ERA DA VIOLÊNCIA 2: CAPÍTULO XXV (FINAL) - JOGOS DA PAZ EM TEMPOS DE GUERRA
Continuando...
Corri até os paramédicos
perguntando se ela estava viva. Colocaram Juliana em cima de uma maca e o
médico respondeu que não poderia responder nada. Me apresentei como marido e
ele permitiu que eu fosse na ambulância.
Peguei a mão de Juliana entubada
em cima da maca e implorava “Não Juliana, agora que nos entendemos não, por
favor”. A ambulância ia a toda velocidade e eu pedia para que ela não me
abandonasse “Não sei viver sem você Ju”.
Juliana foi levada às pressas para
o centro cirúrgico. Eu, tenso, não parava de andar pela recepção e meu celular
tocou. Era João Arcanjo.
O farmacêutico contou que não
conseguira encontrar Rui que desapareceu e eu gritei no telefone “Eu sei porque
esse filho da puta desapareceu!! Ele tentou matar a Juliana!! Estão falando
aqui que foi acidente, mas eu sei que foi esse filho da puta e eu vou matar
esse desgraçado!!”.
Desliguei o telefone e vi
Guilherme na minha frente. Não aguentei e abracei meu filho chorando. Nós dois
abraçados, chorando por Juliana e finalmente virando pai e filho de verdade.
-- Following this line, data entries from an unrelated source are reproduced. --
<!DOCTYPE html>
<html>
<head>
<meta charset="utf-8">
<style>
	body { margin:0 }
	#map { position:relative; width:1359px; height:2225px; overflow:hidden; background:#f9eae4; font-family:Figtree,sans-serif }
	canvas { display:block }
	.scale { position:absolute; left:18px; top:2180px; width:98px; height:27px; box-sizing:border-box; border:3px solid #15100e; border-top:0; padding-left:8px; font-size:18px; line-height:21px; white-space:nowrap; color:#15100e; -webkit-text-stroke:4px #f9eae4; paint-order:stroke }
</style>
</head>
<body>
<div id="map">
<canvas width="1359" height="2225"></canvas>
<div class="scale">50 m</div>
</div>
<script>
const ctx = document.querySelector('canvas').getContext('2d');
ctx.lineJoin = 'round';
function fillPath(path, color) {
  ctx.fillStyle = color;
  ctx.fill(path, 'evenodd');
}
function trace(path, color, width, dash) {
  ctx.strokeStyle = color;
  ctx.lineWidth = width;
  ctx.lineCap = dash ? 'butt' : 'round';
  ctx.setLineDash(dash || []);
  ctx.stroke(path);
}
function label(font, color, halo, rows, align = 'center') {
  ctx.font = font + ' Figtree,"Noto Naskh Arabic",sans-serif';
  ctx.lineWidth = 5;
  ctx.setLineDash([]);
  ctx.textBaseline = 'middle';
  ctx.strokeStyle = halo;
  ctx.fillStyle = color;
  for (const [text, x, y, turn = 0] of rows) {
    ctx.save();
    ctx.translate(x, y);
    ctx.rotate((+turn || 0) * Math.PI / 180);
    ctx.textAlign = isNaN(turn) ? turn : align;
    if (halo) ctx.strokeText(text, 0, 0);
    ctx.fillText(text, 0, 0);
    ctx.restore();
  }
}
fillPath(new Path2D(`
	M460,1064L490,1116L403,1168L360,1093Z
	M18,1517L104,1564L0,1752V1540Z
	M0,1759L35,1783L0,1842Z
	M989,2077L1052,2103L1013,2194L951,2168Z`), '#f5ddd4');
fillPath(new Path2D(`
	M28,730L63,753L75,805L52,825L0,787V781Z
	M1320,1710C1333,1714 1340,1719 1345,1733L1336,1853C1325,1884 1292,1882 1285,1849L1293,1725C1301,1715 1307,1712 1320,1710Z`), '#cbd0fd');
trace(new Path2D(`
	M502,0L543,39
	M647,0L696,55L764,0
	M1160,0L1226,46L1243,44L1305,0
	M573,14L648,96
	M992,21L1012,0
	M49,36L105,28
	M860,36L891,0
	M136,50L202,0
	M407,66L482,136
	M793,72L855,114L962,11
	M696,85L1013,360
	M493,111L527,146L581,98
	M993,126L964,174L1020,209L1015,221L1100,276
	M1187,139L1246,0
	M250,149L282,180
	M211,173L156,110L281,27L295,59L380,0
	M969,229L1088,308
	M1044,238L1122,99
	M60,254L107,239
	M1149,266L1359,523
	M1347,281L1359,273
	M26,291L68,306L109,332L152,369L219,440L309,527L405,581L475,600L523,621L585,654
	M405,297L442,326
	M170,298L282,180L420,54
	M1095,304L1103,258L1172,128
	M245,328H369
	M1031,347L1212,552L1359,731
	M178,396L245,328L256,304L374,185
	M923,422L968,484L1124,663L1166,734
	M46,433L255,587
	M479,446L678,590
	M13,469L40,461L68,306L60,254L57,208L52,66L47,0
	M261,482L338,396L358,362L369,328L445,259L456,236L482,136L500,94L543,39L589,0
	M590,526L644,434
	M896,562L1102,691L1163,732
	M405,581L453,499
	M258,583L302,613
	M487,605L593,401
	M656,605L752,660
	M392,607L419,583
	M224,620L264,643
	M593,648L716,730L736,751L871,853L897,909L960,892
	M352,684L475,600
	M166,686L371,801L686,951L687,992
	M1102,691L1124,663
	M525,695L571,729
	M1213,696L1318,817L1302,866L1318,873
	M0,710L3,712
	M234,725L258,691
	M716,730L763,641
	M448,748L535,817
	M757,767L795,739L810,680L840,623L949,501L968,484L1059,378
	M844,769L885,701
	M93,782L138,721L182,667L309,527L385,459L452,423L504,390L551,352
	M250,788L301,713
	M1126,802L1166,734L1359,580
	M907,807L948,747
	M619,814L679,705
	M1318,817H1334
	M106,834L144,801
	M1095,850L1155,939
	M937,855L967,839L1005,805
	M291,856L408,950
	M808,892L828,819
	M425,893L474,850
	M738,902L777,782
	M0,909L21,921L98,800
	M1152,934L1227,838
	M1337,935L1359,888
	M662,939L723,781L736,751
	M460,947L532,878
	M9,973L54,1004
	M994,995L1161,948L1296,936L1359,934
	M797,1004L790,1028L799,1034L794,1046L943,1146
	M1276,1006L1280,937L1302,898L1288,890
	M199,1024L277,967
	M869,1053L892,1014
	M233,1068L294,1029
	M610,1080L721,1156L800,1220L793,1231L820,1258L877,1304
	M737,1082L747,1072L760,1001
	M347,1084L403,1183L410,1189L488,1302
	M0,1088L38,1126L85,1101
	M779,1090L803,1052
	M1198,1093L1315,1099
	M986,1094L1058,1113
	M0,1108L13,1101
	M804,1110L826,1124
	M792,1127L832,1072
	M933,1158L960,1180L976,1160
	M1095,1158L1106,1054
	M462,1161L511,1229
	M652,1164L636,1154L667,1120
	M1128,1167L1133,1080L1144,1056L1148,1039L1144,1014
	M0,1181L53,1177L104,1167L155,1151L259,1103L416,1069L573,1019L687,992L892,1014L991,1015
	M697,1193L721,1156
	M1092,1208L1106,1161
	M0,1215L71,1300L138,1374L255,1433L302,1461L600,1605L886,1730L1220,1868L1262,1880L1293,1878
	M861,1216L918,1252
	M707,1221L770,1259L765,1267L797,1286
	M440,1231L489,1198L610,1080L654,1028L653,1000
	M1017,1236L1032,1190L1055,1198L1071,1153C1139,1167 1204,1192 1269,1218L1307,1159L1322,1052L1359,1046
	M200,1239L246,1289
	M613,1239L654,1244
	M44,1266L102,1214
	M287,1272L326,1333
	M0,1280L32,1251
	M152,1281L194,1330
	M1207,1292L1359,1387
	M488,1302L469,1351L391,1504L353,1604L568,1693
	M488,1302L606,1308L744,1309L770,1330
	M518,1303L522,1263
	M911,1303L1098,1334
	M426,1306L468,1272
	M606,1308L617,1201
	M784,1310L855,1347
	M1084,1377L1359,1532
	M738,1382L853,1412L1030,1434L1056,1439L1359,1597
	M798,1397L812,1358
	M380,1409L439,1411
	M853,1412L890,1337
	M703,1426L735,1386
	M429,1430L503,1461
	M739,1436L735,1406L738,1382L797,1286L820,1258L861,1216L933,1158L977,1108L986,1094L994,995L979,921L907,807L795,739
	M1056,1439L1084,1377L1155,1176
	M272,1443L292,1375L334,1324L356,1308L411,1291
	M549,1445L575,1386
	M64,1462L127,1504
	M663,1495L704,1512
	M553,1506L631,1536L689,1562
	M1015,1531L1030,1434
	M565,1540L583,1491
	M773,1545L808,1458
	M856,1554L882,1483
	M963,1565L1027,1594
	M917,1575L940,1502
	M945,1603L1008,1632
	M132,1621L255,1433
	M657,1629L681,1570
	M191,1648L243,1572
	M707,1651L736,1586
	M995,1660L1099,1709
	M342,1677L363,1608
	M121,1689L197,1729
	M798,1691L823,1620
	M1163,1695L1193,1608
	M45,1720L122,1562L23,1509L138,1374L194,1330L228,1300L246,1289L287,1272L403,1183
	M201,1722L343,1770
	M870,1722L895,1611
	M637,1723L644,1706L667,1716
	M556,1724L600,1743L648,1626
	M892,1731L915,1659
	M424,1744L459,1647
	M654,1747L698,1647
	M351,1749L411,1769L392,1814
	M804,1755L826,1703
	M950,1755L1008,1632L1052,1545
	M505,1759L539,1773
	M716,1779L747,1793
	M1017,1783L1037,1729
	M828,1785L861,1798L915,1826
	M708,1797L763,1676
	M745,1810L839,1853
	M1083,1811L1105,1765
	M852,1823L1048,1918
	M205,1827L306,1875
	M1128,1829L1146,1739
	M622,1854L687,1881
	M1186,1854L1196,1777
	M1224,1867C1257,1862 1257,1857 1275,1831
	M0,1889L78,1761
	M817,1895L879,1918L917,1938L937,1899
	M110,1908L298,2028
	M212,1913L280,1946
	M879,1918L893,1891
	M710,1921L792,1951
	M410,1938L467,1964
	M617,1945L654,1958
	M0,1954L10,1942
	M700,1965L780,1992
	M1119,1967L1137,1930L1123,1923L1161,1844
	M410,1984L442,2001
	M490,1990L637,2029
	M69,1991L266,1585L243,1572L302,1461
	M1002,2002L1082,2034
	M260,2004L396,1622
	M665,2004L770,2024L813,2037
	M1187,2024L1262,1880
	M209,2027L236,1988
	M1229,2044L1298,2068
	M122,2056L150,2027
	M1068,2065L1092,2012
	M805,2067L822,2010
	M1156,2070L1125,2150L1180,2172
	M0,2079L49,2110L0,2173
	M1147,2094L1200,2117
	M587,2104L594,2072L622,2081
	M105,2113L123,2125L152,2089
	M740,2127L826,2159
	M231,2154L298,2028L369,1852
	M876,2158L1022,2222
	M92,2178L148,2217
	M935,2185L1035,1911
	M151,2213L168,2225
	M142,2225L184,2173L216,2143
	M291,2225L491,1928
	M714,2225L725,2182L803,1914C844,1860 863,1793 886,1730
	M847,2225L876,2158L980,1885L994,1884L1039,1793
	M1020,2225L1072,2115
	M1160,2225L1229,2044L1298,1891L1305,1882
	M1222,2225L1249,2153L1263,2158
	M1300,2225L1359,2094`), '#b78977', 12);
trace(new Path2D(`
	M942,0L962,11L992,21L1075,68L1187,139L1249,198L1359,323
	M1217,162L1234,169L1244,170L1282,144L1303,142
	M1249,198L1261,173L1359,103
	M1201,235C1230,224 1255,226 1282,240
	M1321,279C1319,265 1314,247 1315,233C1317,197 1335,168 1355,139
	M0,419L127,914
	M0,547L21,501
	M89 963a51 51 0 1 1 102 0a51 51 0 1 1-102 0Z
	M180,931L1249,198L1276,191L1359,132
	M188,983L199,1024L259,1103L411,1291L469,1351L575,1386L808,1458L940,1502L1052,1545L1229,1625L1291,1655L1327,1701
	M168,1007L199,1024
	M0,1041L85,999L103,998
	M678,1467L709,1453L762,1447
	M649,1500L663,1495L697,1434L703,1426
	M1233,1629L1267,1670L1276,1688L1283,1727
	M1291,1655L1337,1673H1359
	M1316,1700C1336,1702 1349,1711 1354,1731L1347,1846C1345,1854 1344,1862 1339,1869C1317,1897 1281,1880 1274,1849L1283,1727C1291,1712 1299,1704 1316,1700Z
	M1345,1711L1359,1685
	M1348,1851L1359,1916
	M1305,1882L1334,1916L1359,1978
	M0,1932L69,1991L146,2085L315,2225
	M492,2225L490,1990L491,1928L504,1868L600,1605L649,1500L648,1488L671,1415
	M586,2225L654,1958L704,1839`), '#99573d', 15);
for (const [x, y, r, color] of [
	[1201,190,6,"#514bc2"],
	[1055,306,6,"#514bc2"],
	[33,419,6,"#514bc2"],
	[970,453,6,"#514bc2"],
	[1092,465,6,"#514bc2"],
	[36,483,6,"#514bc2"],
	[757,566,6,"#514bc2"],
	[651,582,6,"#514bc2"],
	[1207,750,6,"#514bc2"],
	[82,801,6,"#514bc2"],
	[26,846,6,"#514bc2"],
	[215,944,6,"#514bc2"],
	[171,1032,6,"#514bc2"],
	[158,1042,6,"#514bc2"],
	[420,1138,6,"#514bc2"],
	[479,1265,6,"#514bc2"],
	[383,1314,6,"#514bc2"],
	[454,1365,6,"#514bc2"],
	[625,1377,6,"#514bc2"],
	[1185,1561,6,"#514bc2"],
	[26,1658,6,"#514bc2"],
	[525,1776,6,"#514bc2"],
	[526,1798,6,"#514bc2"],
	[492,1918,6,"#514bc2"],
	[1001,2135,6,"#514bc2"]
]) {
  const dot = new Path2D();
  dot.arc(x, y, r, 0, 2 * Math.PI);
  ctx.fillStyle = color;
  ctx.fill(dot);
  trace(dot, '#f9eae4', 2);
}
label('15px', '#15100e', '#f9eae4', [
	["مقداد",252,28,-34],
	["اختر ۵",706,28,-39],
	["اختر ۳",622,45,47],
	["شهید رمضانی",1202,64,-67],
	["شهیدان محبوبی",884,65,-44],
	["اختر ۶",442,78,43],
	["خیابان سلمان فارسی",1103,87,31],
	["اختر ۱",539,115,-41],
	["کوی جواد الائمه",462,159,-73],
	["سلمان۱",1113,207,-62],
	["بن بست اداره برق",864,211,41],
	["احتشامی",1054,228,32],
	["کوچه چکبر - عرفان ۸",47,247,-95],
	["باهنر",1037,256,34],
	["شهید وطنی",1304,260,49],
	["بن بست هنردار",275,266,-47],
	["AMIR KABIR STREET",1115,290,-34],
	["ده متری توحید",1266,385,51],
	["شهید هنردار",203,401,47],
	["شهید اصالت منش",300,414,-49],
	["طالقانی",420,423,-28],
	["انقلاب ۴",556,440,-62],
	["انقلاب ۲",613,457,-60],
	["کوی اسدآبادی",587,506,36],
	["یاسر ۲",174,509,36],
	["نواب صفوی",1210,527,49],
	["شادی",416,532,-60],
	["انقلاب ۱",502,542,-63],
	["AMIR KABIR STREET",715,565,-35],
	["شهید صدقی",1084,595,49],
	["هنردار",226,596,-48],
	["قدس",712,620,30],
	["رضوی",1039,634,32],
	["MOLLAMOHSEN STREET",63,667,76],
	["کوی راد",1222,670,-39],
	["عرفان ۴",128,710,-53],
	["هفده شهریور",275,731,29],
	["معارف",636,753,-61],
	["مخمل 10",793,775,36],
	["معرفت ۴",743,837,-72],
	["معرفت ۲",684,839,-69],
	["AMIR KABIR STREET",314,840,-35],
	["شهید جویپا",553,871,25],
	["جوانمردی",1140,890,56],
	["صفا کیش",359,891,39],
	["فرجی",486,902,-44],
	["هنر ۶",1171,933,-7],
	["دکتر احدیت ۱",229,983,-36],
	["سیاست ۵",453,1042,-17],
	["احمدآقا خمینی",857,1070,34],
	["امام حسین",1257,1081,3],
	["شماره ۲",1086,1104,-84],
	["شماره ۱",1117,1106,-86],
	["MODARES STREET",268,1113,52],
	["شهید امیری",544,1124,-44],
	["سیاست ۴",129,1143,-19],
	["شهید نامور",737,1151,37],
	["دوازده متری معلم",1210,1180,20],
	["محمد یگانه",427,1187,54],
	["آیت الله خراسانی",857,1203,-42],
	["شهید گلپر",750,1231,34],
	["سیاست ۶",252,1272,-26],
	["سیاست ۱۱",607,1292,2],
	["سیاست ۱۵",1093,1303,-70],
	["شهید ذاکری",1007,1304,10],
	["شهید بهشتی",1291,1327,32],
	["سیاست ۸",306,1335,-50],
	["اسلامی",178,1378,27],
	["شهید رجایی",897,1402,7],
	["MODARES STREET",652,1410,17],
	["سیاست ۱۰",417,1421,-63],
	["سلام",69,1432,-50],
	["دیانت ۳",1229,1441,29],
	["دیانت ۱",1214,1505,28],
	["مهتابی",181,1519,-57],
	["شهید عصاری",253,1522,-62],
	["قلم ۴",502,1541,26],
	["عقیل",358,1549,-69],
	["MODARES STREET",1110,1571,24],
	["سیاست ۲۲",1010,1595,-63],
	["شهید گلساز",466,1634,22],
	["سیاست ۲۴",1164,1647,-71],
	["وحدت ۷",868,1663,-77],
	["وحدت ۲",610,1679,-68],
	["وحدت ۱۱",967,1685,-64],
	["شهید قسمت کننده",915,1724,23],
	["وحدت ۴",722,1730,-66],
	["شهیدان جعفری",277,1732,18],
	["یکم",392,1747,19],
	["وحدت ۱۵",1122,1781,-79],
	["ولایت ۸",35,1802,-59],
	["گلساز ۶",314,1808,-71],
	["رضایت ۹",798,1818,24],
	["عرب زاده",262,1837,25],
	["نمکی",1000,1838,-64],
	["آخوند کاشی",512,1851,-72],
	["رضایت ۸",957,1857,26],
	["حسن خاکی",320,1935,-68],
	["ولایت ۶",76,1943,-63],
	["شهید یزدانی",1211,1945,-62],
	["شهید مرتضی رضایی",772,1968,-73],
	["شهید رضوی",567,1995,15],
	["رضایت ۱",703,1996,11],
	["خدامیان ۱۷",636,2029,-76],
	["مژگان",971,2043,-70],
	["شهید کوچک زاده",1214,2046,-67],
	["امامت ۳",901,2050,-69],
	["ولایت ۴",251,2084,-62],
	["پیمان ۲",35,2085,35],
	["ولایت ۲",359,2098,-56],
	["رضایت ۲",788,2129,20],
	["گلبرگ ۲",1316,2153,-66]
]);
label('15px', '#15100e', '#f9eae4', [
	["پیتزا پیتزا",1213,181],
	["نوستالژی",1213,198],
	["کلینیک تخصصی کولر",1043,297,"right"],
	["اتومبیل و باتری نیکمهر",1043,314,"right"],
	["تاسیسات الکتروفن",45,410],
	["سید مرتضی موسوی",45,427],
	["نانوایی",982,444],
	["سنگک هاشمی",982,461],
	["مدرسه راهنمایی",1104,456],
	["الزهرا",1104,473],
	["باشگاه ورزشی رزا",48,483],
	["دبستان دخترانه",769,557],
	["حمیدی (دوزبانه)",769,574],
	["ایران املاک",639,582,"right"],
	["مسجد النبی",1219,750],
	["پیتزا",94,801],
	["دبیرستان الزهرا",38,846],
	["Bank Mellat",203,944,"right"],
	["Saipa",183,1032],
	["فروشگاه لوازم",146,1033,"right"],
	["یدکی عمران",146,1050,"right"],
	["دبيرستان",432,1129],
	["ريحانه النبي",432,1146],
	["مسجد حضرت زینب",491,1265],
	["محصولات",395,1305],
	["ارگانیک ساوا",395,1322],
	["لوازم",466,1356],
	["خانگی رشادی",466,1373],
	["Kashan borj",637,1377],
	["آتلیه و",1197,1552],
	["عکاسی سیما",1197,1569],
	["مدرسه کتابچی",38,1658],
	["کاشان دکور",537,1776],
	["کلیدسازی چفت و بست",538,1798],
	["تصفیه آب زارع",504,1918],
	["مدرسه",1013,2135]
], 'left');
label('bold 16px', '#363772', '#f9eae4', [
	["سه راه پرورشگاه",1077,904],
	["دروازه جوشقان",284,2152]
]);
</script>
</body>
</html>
No aeroporto Flávia e Celina
faziam check in, iriam embora pra França quando Rubinho chegou correndo. Pegou
o braço de Flávia e enquanto Celina perguntava o que significava aquilo o homem
disse “Não vai embora, eu não posso ficar sem você”. Celina pediu explicações à
mãe que disse que no avião responderia. Puxou Rubinho em um canto e falou “Sem
show Rubinho, vai embora que acabou”. Rubinho ameaçou que não deixaria a mulher
embarcar e Flávia revidou “Tenta, tenta fazer alguma coisa. A federal está logo ali e teria coisas muito
interessantes pra contar”.
Rubinho, decepcionado, perguntou
“Você teria coragem?” Flávia respondeu “Não duvide” e Rubinho perguntou porque
ele só interessava quando os dois eram casados. Flávia sorriu, passou a mão no
rosto do ex-amante e respondeu “Foi bom, acabou, tchau”.
Flávia andou em direção a Celina e
disse à filha “Ta na hora meu amor, acho que o Guilherme não vem”. Celina, que
estava com o telefone na mão, respondeu “Ele não me atende, não acredito que o
Guilherme fez isso comigo”.
Flávia fez carinho na filha e
comentou “Homens são assim, vamos que você tem uma França pra conquistar”.
Flávia e Celina passaram pela
porta de embarque observadas por um desolado Rubinho. Seu telefone tocou e ele
atendeu respondendo “Alô? Ainda não morreu? Ela é tinhosa, to indo pra casa”.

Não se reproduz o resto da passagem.